Büyüme, başarılı yönetime işletme elemanlarının iyi bir şekilde seçimi, uzmanlaşma ve işbölümünden yararlanmaya, iyi bir finansman yapısına, araştırma ve geliştirme programlarına bağlıdır. büyüme aniden meydana gelen bir hareket değildir. Değişik zamanlarda alınan kararların bir sonucudur. İşletmeye yeni personel alımı, talebi karşılamak için üretimin artırılması veya talebi teşvik etmek gibi konularla büyüme arasındaki ilişki zayıf olabilir ancak büyüme mutlaka alınan bazı kararların uygulanması sonucunda meydana gelmektedir.
Örgütlerde büyüme gereksinimi, her şeyden önce, işletmenin sahip ve yöneticilerinin kar etme düşüncesinden kaynaklandığı söylenebilir. Ancak büyüme ve gelişmenin ilk ve tek güdüsünün kar olduğu söylenemez. Özellikle belirli bir işletme büyüklüğünden sonra, karın ilk amaç olma önemini yitirdiği ve sosyal güdülerin (hırs, güç kazanma, yücelik sağlama, başkalarına yön verme gibi ) ön plana çıktığı gözlemlenmektedir (Tosun, 1980, s. 12-13).
Diğer yandan günümüz işletmeleri için büyümek, işletme sahip ve yöneticilerinin bu tür güdülerinin de ötesinde bir zorunluluk haline gelmiştir. Çünkü işletmeler, sürekli değişen ve gelişen bir çevre içinde yaşamaktadırlar. Günümüzde toplumların amacı, ekonomik büyümeyi ve gelişmeyi sağlamak olmuştur.
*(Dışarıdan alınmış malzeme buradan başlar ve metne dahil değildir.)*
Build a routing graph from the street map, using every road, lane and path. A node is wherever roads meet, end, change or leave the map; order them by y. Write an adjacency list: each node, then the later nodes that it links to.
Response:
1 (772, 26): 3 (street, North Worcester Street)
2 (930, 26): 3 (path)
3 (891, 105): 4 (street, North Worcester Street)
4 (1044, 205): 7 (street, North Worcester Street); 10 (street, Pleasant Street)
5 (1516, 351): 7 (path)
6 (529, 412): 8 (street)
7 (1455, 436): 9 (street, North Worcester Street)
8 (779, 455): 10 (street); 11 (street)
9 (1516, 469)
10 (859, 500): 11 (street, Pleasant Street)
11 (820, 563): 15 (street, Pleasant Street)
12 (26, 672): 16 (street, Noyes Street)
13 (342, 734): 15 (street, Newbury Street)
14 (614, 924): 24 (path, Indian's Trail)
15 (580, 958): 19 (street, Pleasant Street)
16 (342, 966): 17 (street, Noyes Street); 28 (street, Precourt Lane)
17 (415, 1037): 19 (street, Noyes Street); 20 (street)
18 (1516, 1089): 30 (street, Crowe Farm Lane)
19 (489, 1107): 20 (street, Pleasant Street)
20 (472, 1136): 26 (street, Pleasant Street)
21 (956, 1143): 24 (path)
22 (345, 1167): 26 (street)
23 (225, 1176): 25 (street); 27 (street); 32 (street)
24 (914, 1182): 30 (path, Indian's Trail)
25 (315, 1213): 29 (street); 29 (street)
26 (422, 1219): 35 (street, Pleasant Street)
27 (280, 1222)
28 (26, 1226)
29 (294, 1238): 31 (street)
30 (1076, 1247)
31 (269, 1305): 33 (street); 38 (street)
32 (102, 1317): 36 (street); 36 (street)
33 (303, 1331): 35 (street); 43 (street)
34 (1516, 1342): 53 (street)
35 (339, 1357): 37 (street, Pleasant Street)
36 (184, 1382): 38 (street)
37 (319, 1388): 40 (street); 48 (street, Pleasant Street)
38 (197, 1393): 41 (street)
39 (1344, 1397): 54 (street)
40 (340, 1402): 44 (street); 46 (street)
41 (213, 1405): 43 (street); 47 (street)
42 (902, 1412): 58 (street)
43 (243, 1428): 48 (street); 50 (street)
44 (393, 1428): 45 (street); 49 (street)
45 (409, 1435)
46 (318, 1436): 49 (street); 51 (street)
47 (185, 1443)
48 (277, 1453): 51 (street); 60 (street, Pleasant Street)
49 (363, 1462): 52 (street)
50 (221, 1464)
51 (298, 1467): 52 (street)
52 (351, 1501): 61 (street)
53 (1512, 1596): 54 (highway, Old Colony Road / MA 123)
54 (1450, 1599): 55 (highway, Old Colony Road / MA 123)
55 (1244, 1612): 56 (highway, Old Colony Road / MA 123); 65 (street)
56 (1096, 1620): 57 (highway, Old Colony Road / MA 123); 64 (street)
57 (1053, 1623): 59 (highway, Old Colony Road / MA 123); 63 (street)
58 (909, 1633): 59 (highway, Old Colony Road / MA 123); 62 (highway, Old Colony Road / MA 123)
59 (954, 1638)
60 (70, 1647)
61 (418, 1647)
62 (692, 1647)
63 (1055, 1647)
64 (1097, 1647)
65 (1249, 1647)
Sürekli olarak büyüyen bir ekonomik yapı içinde işletmelerin en azından aynı oranda büyümeleri, en azından mevcut konumlarını korumak için gereklidir. Yoksa gün geçtikçe farkında olmadan küçülecektir. Bu yüzden büyüme, işletmelerin varlıklarını devam ettirebilmeleri açısından da önemli bir koşuldur.
Büyüme örgütte değişimi zorunlu hale getirir. İşletmeler belli bir büyüklük sınırına kadar işlerini yürütebilmekte, bu sınırı aşması durumunda ise değişim gerekli olmaktadır. İşletmelerin yıldan yıla hızla büyümeleri büyük olasılıkla örgüt dengesinin bozulmasına neden olacaktır. Örgütte yetki, görev, sorumluluk karar verme ve denetim alanı konularında çatışmalar çıkabilir. Bu durumda ise değişim zorunlu hale gelmektedir.
Ayrıca işletmelerin yaşamlarını deva ettirebilmeleri büyümenin bir fonksiyonudur. Çünkü büyüme, işlemeye çevre baskılarına karşı koyma ve ona daha iyi uyum sağlama fırsatı vermektedir. Böylece bir işletme, rekabet ortamında bulunan diğer firmalarla mücadele ederek amacına ulaşmadan üstünlük sağlayabilecektir (Eren, 1987, s. 88-90).

4.Yenilik Sağlamak

Örgütlerin değişen çevre koşullarında ve rekabet ortamında başarılı olabilmeleri yenilikçi olmalarına bağlıdır.
Çağımızda teknoloji, sosyal, yasal, ekonomik v.b. alanlardaki gelişmelerin yarattığı olanaklar işletme işlevlerine de yansıtılmalı ve söz konusu işlevlerini işleyişlerinde de verimlilik artırıcı yenilikler yapılmalıdır (Şahin, 1995, s. 73).
Biçimsel örgütlerin ortaya çıkışından bu yana uygulayıcılar ve bilim adamları, örgütlerin nasıl çalıştığı ve nasıl çalışması gerektiği sorunları arasındaki faklar ilgilenmişlerdi. Gelişen teknoloji ile birlikte örgütlerin gün geçtikçe büyüyüp karmaşıklaşması ve toplumların hızlı bir değişime konu olması yüzünden sorun günümüzde daha büyük önem kazanmıştır. Çağdaş örgüler, dünyadaki gelişmelere karşı duyalı olmak onları yanıtlayacak durumda ve kendilerini sürekli yenileme arayışı içinde bulunmak ve bu arayışı sürdürmek zorundadırlar.
Sürekli yenilenen teknoloji karşısında işletmeler bu yeniliklere ve değişmeleri takip etmek durumundadırlar. Böylece örgütler değişen teknolojileri sağlayarak, yeni teknolojilerin kullanılmasıyla işletme içinde yeniliği ve değişimi sağlamış olacaklardır.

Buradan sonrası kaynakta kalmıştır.